▶ **TASK INSTRUCTIONS**: Every record below must be copied exactly, with images dropped.
=== Section Start ===
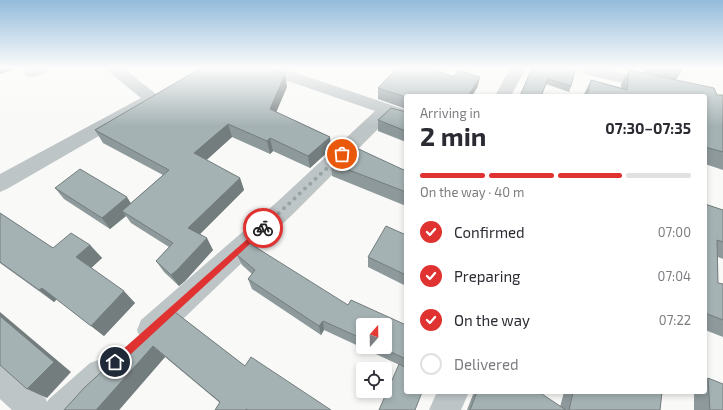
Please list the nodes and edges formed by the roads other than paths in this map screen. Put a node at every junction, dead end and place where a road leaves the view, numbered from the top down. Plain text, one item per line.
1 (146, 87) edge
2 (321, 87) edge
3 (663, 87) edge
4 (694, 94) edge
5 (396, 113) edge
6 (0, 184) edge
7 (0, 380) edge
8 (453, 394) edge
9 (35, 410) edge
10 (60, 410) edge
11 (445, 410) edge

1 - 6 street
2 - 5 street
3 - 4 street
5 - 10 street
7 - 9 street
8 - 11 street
=== Section End ===
▶ **REPLY TO THE TASK**:
Please list the nodes and edges formed by the roads other than paths in this map screen. Put a node at every junction, dead end and place where a road leaves the view, numbered from the top down. Plain text, one item per line.
1 (146, 87) edge
2 (321, 87) edge
3 (663, 87) edge
4 (694, 94) edge
5 (396, 113) edge
6 (0, 184) edge
7 (0, 380) edge
8 (453, 394) edge
9 (35, 410) edge
10 (60, 410) edge
11 (445, 410) edge

1 - 6 street
2 - 5 street
3 - 4 street
5 - 10 street
7 - 9 street
8 - 11 street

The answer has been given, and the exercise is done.